#### Source material:
------
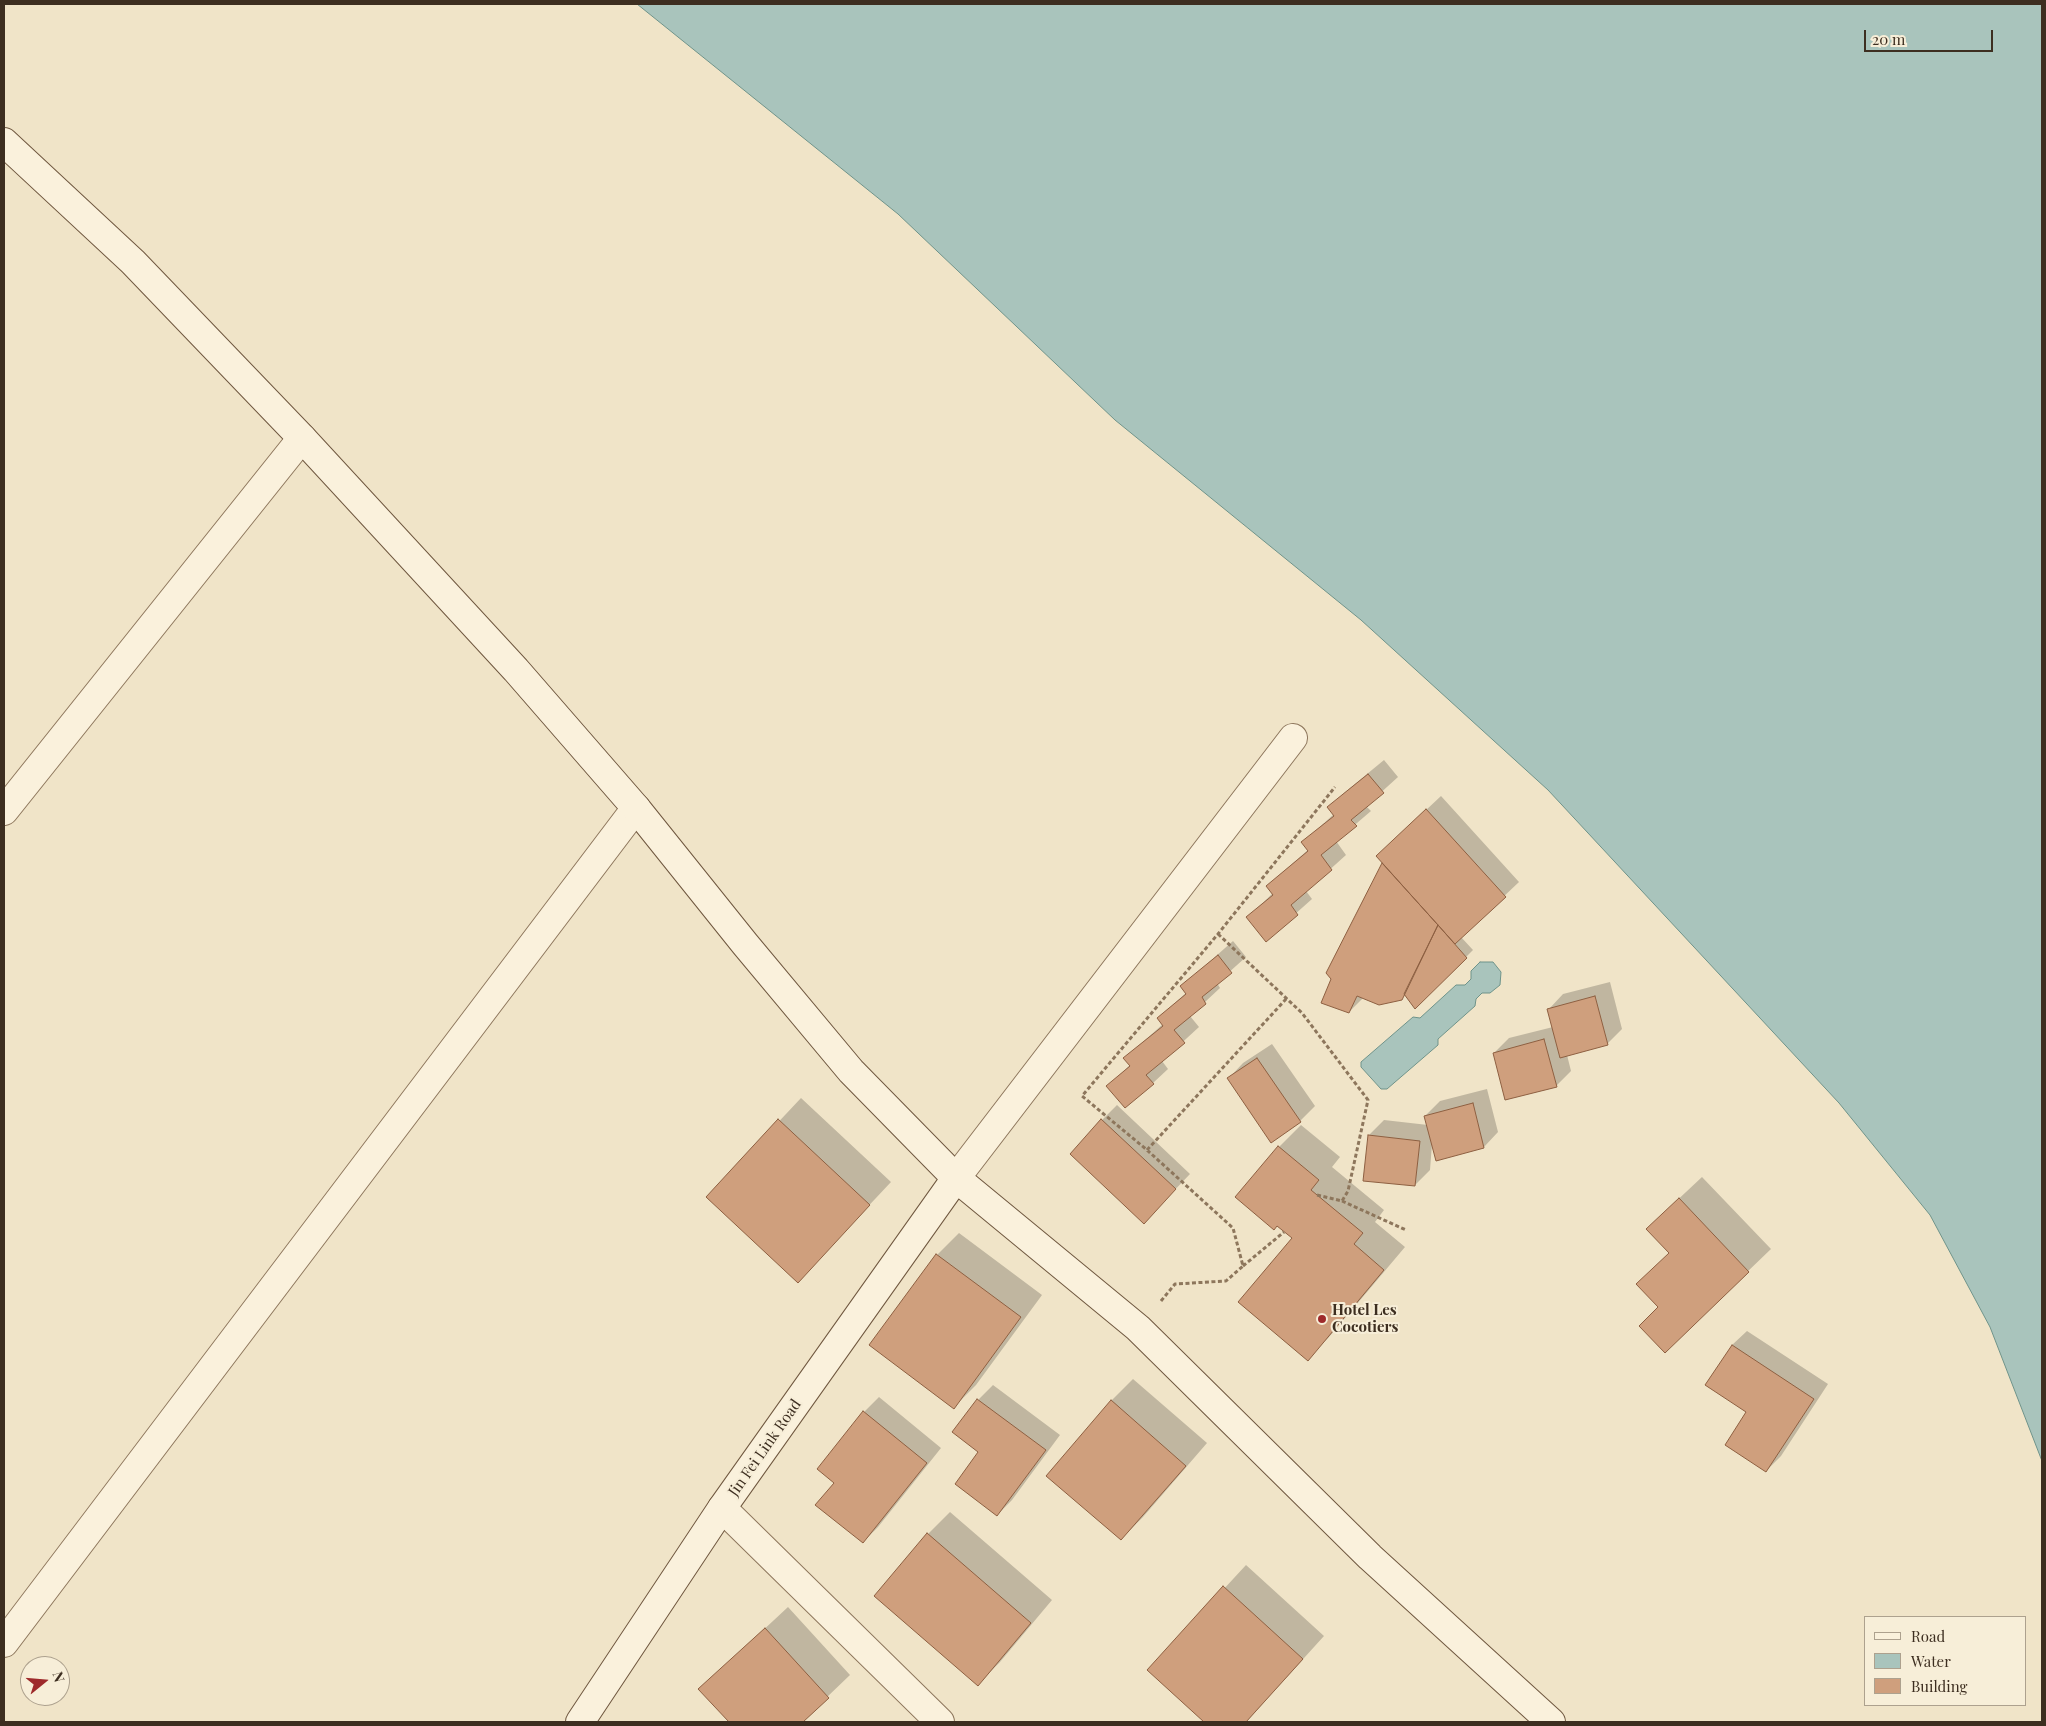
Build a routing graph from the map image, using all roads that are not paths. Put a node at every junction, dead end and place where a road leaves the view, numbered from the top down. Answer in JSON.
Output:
------
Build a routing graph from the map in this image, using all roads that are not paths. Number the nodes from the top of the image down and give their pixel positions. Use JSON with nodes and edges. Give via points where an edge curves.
------
#### Task item:
Whenever the word "from" occurs in a line of the listing above, return that line.

#### Answer space:
Build a routing graph from the map image, using all roads that are not paths. Put a node at every junction, dead end and place where a road leaves the view, numbered from the top down. Answer in JSON.
Build a routing graph from the map in this image, using all roads that are not paths. Number the nodes from the top of the image down and give their pixel positions. Use JSON with nodes and edges. Give via points where an edge curves.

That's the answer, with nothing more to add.